List of awards and nominations
| Year | Ceremony | Category | Nominee | Result | Ref. |
| 1999 | National Film Awards | Best Feature Film Telugu | Kalisundam Raa | Won |  |
| 2012 | Filmfare Awards South | Filmfare Award for Best Film – Telugu | Eega | Won |  |
| 1998 | Nandi Awards | Nandi Award for Best Feature Film (Bronze) | Ganesh | Won |  |
| 1999 | Nandi Award for Best Feature Film (Gold) | Kalisundam Raa | Won |  |
| 2003 | Best Home-viewing Feature Film | Neeku Nenu Naaku Nuvvu | Won |  |
| 2004 | Malliswari | Won |  |
| 2012 | Nagireddy-Chakrapani National Award | Various films |  | Won |  |
| 2015 | TSR – TV9 National Film Awards | Best Film | Drushyam | Won |  |

==Other works==
- He served as the president of the Telugu Film Chamber of Commerce for the year 2011–12.

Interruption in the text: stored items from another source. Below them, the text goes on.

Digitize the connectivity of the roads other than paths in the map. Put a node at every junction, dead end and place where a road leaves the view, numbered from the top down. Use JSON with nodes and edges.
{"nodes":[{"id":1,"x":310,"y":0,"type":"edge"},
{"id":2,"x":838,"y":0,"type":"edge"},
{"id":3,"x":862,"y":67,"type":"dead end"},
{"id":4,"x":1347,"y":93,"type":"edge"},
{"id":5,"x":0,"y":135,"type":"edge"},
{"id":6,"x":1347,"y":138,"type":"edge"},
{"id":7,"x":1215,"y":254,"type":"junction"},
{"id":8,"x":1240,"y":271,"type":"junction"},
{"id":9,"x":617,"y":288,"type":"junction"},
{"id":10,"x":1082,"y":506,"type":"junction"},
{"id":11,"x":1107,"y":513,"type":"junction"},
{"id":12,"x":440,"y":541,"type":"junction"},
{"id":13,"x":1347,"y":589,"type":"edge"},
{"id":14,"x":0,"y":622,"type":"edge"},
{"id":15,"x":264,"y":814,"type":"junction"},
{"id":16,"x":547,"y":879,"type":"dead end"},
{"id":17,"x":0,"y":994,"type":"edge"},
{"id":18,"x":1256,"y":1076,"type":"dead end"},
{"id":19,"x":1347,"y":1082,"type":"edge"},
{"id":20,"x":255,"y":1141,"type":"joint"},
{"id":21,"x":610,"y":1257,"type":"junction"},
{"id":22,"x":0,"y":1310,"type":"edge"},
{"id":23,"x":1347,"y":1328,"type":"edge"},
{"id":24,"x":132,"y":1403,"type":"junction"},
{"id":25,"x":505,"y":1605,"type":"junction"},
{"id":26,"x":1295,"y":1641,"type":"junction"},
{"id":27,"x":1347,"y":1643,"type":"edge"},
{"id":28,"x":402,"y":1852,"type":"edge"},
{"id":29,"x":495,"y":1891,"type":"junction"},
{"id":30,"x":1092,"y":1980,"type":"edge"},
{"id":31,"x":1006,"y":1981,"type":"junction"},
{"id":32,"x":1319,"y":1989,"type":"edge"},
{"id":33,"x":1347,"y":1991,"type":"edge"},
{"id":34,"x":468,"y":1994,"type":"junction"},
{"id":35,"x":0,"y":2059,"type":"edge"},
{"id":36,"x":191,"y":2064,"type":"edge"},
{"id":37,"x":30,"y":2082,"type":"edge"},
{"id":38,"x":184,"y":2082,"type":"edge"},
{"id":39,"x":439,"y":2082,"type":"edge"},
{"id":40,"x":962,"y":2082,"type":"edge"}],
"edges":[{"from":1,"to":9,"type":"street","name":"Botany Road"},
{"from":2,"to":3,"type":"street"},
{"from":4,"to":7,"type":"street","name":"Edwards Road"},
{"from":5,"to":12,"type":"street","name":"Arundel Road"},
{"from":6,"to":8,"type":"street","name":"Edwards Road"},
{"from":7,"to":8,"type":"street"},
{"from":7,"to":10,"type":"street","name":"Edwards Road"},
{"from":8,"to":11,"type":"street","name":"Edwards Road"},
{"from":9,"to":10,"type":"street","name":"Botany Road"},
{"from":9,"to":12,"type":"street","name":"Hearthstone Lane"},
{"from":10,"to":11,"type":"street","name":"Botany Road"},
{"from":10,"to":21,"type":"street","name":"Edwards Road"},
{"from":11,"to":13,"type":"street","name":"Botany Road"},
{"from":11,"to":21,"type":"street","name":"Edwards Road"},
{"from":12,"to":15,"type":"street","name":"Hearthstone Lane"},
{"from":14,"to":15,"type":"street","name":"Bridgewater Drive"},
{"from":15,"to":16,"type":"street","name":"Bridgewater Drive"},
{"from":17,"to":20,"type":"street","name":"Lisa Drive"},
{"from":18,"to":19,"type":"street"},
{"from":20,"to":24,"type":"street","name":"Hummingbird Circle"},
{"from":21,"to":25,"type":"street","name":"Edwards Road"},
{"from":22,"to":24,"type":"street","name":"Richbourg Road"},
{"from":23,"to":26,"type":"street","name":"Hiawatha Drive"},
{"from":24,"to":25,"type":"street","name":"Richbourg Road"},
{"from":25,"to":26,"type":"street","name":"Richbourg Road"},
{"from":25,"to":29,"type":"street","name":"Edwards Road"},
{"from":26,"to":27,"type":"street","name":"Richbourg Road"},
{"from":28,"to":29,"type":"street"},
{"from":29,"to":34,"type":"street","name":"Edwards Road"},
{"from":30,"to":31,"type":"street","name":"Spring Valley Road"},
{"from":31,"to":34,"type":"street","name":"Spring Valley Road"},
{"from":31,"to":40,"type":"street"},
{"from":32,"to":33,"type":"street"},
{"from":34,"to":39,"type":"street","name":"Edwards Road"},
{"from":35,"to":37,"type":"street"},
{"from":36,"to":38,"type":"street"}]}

- He has been unanimously elected the president of Telugu Film Chamber of Commerce (TFCC) from 2015 to 2017. He is the first president of the body after AP Film Chamber of Commerce was renamed Telugu Film Chamber of Commerce.
- He is also associated with Hyderabad Angels as vice president.